• How to complete this task: Omit all pictures. Reproduce exactly the lines from the first line of the records below through the line with "position:relative; flex:1; overflow:hidden".

BEGIN Supplied records

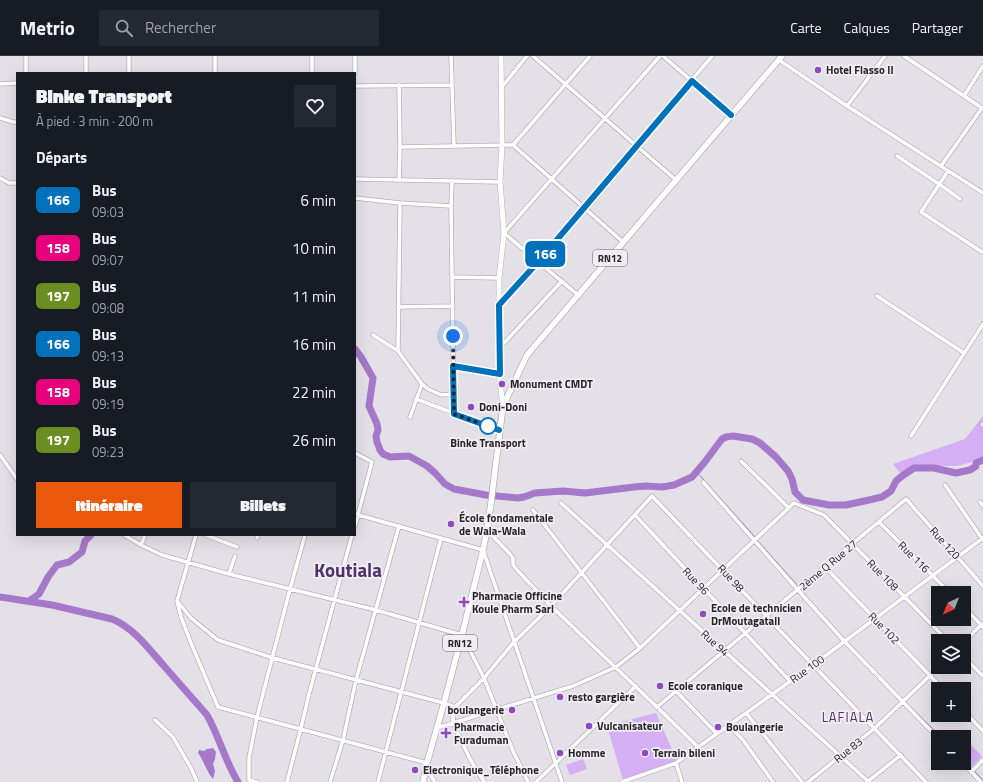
<!DOCTYPE html>
<html lang="fr">
<head>
<meta charset="utf-8">
<style>
  :root { --surface:#171b24; --page:#242831; --text:#f1f3f6; --muted:#9ea1a6; --line:#363941; --accent:#ea580c }
  body { margin:0; font-family:"Titillium Web",sans-serif; background:var(--page); color:var(--text); height:100vh; display:flex; flex-direction:column; font-size:15px; white-space:nowrap }
  * { box-sizing:border-box; margin:0 }
  p { font-size:13px; color:var(--muted) }
  .icon { flex:none; width:22px; height:22px; fill:none; stroke:currentColor; stroke-width:2; stroke-linecap:round; stroke-linejoin:round }
  .map { position:relative; flex:1; overflow:hidden }
  .details { position:absolute; left:16px; top:16px; width:340px; height:464px; display:flex; flex-direction:column; background:var(--surface); border-radius:0px; box-shadow:0 4px 16px #0002 }
  .details>* { flex:none }
  .badge { padding:0 8px; border-radius:6px; font-size:14px; line-height:26px }
  .needle { width:26px; rotate:223deg }
  .buttons { position:absolute; left:931px; top:530px; display:grid; gap:8px }
  .buttons a { display:grid; place-items:center; width:40px; height:40px; border-radius:0px; background:var(--surface); box-shadow:0 4px 16px #0002; font-size:20px }
  .you { position:absolute; width:20px; height:20px; margin:-10px; border:3px solid #fff; border-radius:50%; background:#1a73e8; box-shadow:0 0 0 6px #1a73e833 }
  .map>.badge { position:absolute; translate:-50% -50%; box-shadow:0 0 0 2px #fff }
  h2 { padding:0 20px; font-size:15px; line-height:36px }
  .round { display:grid; place-items:center; flex:none; width:42px; height:42px; border-radius:0px; background:var(--page) }
  .overview { display:flex; align-items:center; justify-content:space-between; height:68px; padding:0 20px }
  h1 { font-size:19px; font-weight:800; line-height:30px }
  .primary-button { display:flex; gap:8px; margin-top:auto; padding:8px 20px }
  .primary-button a { flex:1; height:46px; border-radius:0px; background:var(--accent); color:#fff; font-size:16px; font-weight:800; line-height:46px; text-align:center }
  .primary-button a+a { background:var(--page); color:var(--text) }
  ul { padding:0; list-style:none }
  li { display:flex; align-items:center; gap:12px; height:48px; padding:0 20px }
  li div { flex:1 }
  li b { display:block; font-size:15px }
  li em { font-style:normal }
  li .badge { min-width:44px; font-weight:700; text-align:center }
  header { display:flex; align-items:center; gap:24px; box-sizing:border-box; height:56px; padding:0 20px; background:var(--surface); border-bottom:1px solid var(--line) }
  header strong { font-size:19px }
  nav { display:flex; gap:22px; margin-inline-start:auto; font-size:14px }
  .search { width:280px; height:36px; background:var(--page); display:flex; align-items:center; gap:10px; box-sizing:border-box; padding:0 14px; border-radius:0px; color:var(--muted); font-size:15px }
  .map>svg:first-child { display:block }
</style>
</head>
<body>
<header>
<strong>Metrio</strong>
<div class="search"><svg class="icon" aria-label="search" viewBox="0 0 24 24"><circle cx="10" cy="10" r="6"/><path d="M15 15l6 6"/></svg>Rechercher</div>
<nav><a>Carte</a><a>Calques</a><a>Partager</a></nav>
</header>
<div class="map">
<svg width="983" height="726" viewBox="0 0 983 726">
  <rect width="100%" height="100%" fill="#e4e0e8"/>
  <path fill="#d4aff4" d="M983,360V403L957,410H915L900,417L893,408L965,383Z
    M656,657L677,705L623,724L607,670Z
    M968,686L982,700L972,711L964,703V690Z
    M583,703L587,713L570,719L566,709Z"/>
  <path fill="#a578c9" d="M213,692L216,696L215,703L213,708L215,715L213,723C206,715 204,705 198,697L199,694L204,695L207,693Z"/>
  <g fill="none" stroke-linecap="round" stroke-linejoin="round">
    <path stroke="#a578c9" stroke-width="1" d="M696,415L755,481
      M757,484L799,531
      M801,534L822,558
      M885,625L941,681
      M964,704L983,724"/>
    <path stroke="#a578c9" stroke-width="7" d="M355,293L361,301L373,322L369,350L377,368L378,374L376,380L377,386L380,394L383,398L390,401L409,400L427,410L435,417L445,428L454,433L486,439L518,442L524,441L535,437L563,435L585,437L634,431L646,430L662,431L674,429L692,421L704,407L722,383L726,381L733,380L752,383L760,387L776,401L788,415L792,423L795,436L803,444L829,449H846L869,444L882,441L891,435L896,425L902,420L914,412H934L956,417L970,414L976,410V407L983,404
      M0,541L52,549L112,563C134,572 148,592 164,610C178,626 192,642 207,659C219,680 225,705 238,726
      M29,545L39,538L48,521L57,509L69,506L82,496L85,485L91,479"/>
    <defs>
      <path id="street" d="M26,0V17
        M129,0V17
        M451,0L454,90
        M533,0L676,124
        M663,0L731,59
        M904,0L982,52L941,110
        M779,4L847,50L983,137
        M86,17V0
        M215,17V0
        M312,17V0
        M355,17V0
        M0,28L17,27
        M399,29L400,91L399,124
        M355,30L452,29
        M501,32L527,0
        M964,40L983,10
        M847,50L885,0
        M0,62L13,66H17
        M513,89L590,0
        M400,91L513,89L623,186
        M897,100L939,128L960,143
        M948,115L921,156L982,196
        M0,122L9,127H17
        M355,123L500,126
        M452,125L451,150L454,358
        M355,142L400,147L451,150
        M452,221L499,222
        M578,239L504,177L660,0
        M877,240L964,297
        M499,249L538,206L712,0
        M398,251L453,250
        M373,279L398,295L422,328L428,333L441,339L454,338
        M499,286L504,287L562,225
        M398,295L400,147
        M453,310L499,318
        M416,343L499,374
        M410,361L422,328
        M983,369V368
        M911,380L983,268
        M355,397L372,406L355,470
        M0,399L17,423
        M741,405L789,452
        M703,426L798,534L844,585L938,682
        M945,429L983,484
        M980,446L983,450
        M561,447L869,726
        M533,454L640,592
        M355,458L483,494L562,726
        M635,459L790,625
        M879,466L950,537
        M487,474L510,498L513,502V509L518,515L551,550L657,651L698,691
        M124,479L141,489L162,499L229,518L376,554L462,579L484,622L513,695L528,726
        M196,479L177,545L181,561L191,587L218,651L427,707
        M206,479L237,491
        M257,482L258,479
        M141,489L145,479
        M825,511L943,633
        M229,518L235,500
        M178,546L191,562L218,584L273,602L444,647L455,651
        M964,551L983,571
        M964,586L982,568
        M964,601L983,620
        M676,635L717,678
        M657,651L906,443L983,530
        M964,655L983,675
        M746,657L802,726
        M155,664L173,681L191,712L197,726
        M729,669L743,684L773,726
        M437,672L573,630L616,611L640,592L794,447L824,459L948,585
        M676,707L682,726
        M963,707L981,726
        M426,712L435,726
        M971,716L983,704
        M257,726L249,724V702L257,661L290,533L305,479
        M287,726L301,672L309,638L352,479
        M330,726L343,684L356,624L399,470
        M378,726L441,482
        M484,726L470,703L453,667V655L455,651L484,622L514,586L551,550L652,440L813,609L926,726
        M536,726L636,630
        M622,726L676,707L813,609L983,482
        M808,726L875,672L939,611
        M867,726L901,699"/>
      <path id="secondary" d="M501,0L502,89L500,126L504,177L499,222V318L503,350"/>
      <path id="primary" d="M423,726L427,707L444,647L462,579L483,494L487,474L491,447L503,350L527,299L782,0"/>
    </defs>
    <use href="#street" stroke="#b5b1b9" stroke-width="5"/>
    <use href="#secondary" stroke="#b5b1b9" stroke-width="6"/>
    <use href="#primary" stroke="#b5b1b9" stroke-width="7"/>
    <use href="#street" stroke="#fff" stroke-width="3.5"/>
    <use href="#secondary" stroke="#fff" stroke-width="5"/>
    <use href="#primary" stroke="#fff" stroke-width="5.5"/>
  </g>
  <g fill="none" stroke-linecap="round" stroke-linejoin="round">
    <defs>
      <path id="line" d="M499,374L454,358L453,310L500,318L499,249L538,206L692,25L731,59"/>
    </defs>
    <use href="#line" stroke="#fff" stroke-width="9"/>
    <use href="#line" stroke="#0072bc" stroke-width="6"/>
    <path stroke="#262427" stroke-width="4" stroke-dasharray="0 7.2" d="M453,280L454,358L491,371L488,370"/>
  </g>
  <g fill="#8f4bbe" stroke="#f1edf5" stroke-width="1.5">
    <circle cx="818" cy="14" r="4"/>
    <circle cx="502" cy="328" r="4"/>
    <circle cx="471" cy="351" r="4"/>
    <circle cx="451" cy="468" r="4"/>
    <path d="M462 540h4v4h4v4h-4v4h-4v-4h-4v-4h4z"/>
    <circle cx="703" cy="558" r="4"/>
    <circle cx="660" cy="630" r="4"/>
    <circle cx="560" cy="641" r="4"/>
    <circle cx="512" cy="654" r="4"/>
    <circle cx="589" cy="670" r="4"/>
    <circle cx="718" cy="671" r="4"/>
    <path d="M444 671h4v4h4v4h-4v4h-4v-4h-4v-4h4z"/>
    <circle cx="560" cy="697" r="4"/>
    <circle cx="645" cy="697" r="4"/>
    <circle cx="415" cy="714" r="4"/>
  </g>
  <circle fill="#fff" stroke="#0072bc" stroke-width="2" cx="488" cy="370" r="8"/>
  <g text-anchor="middle" dominant-baseline="central" stroke-width="3.5" stroke-linejoin="round" paint-order="stroke">
    <g fill="#f1edf5" stroke="#636065" stroke-width="1">
      <rect x="593" y="194" width="34" height="16" rx="3"/>
      <rect x="443" y="579" width="34" height="16" rx="3"/>
    </g>
    <g font-size="10" font-weight="bold" fill="#262427">
      <text x="610" y="202">RN12</text>
      <text x="460" y="587">RN12</text>
    </g>
    <g font-size="11" font-weight="bold" fill="#262427" stroke="#f1edf5" text-anchor="start">
      <text x="826" y="14">Hotel Flasso II</text>
      <text x="510" y="328">Monument CMDT</text>
      <text x="479" y="351">Doni-Doni</text>
      <text x="459" y="462">École fondamentale<tspan x="459" dy="13">de Wala-Wala</tspan></text>
      <text x="472" y="540">Pharmacie Officine<tspan x="472" dy="13">Koule Pharm Sarl</tspan></text>
      <text x="711" y="552">Ecole de technicien<tspan x="711" dy="13">DrMoutagatall</tspan></text>
      <text x="668" y="630">Ecole coranique</text>
      <text x="568" y="641">resto gargière</text>
      <text x="504" y="654" text-anchor="end">boulangerie</text>
      <text x="597" y="670">Vulcanisateur</text>
      <text x="454" y="671">Pharmacie<tspan x="454" dy="13">Furaduman</tspan></text>
      <text x="726" y="671">Boulangerie</text>
      <text x="568" y="697">Homme</text>
      <text x="653" y="697">Terrain bileni</text>
      <text x="423" y="714">Electronique_Téléphone</text>
    </g>
    <g font-size="11" font-weight="bold" fill="#262427" stroke="#f1edf5">
      <text x="488" y="387">Binke Transport</text>
    </g>
    <g font-size="11" fill="#262427" stroke="#f1edf5">
      <text transform="translate(945 487) rotate(48)">Rue 120</text>
      <text transform="translate(914 501) rotate(45)">Rue 116</text>
      <text transform="translate(828 509) rotate(-40)">2ème Q Rue 27</text>
      <text transform="translate(883 519) rotate(45)">Rue 108</text>
      <text transform="translate(731 522) rotate(47)">Rue 98</text>
      <text transform="translate(696 525) rotate(47)">Rue 96</text>
      <text transform="translate(884 572) rotate(46)">Rue 102</text>
      <text transform="translate(715 587) rotate(42)">Rue 94</text>
      <text transform="translate(807 613) rotate(-36)">Rue 100</text>
      <text transform="translate(848 694) rotate(-39)">Rue 83</text>
    </g>
    <g font-size="13" letter-spacing="1" fill="#52316a" stroke="#f1edf5">
      <text x="848" y="661">LAFIALA</text>
    </g>
    <g font-size="19" font-weight="bold" fill="#52316a" stroke="#f1edf5">
      <text x="348" y="513">Koutiala</text>
    </g>
  </g>
</svg>
<div class="buttons">
<a><svg class="needle" viewBox="-14 -14 28 28"><path d="M0-13l5 13h-10z" fill="#e53935"/><path d="M0 13l5-13h-10z" fill="#9ea1a6"/></svg></a>
<a><svg class="icon" aria-label="layers" viewBox="0 0 24 24"><path d="M12 4l9 5-9 5-9-5zM3 14l9 5 9-5"/></svg></a>
<a>+</a>
<a>−</a>
</div>
<div class="you" style="left:453px;top:280px"></div>
<b class="badge" style="left:545px;top:198px;background:#0072bc;color:#fff">166</b>
<section class="details">
<div class="overview"><div><h1>Binke Transport</h1><p>À pied · 3 min · 200 m</p></div><a class="round"><svg class="icon" aria-label="heart" viewBox="0 0 24 24"><path d="M12 20l-8-8c-3-5 5-10 8-4 3-6 11-1 8 4z"/></svg></a></div>
<h2>Départs</h2>
<ul>
<li><span class="badge" style="background:#0072bc;color:#fff">166</span><div><b>Bus</b><p>09:03</p></div><em>6 min</em></li>
<li><span class="badge" style="background:#e6007e;color:#fff">158</span><div><b>Bus</b><p>09:07</p></div><em>10 min</em></li>
<li><span class="badge" style="background:#6b8e23;color:#fff">197</span><div><b>Bus</b><p>09:08</p></div><em>11 min</em></li>
<li><span class="badge" style="background:#0072bc;color:#fff">166</span><div><b>Bus</b><p>09:13</p></div><em>16 min</em></li>
<li><span class="badge" style="background:#e6007e;color:#fff">158</span><div><b>Bus</b><p>09:19</p></div><em>22 min</em></li>
<li><span class="badge" style="background:#6b8e23;color:#fff">197</span><div><b>Bus</b><p>09:23</p></div><em>26 min</em></li>
</ul>
<div class="primary-button"><a>Itinéraire</a><a>Billets</a></div>
</section>
</div>
</body>
</html>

END Supplied records

• Response to the exercise:
<!DOCTYPE html>
<html lang="fr">
<head>
<meta charset="utf-8">
<style>
  :root { --surface:#171b24; --page:#242831; --text:#f1f3f6; --muted:#9ea1a6; --line:#363941; --accent:#ea580c }
  body { margin:0; font-family:"Titillium Web",sans-serif; background:var(--page); color:var(--text); height:100vh; display:flex; flex-direction:column; font-size:15px; white-space:nowrap }
  * { box-sizing:border-box; margin:0 }
  p { font-size:13px; color:var(--muted) }
  .icon { flex:none; width:22px; height:22px; fill:none; stroke:currentColor; stroke-width:2; stroke-linecap:round; stroke-linejoin:round }
  .map { position:relative; flex:1; overflow:hidden }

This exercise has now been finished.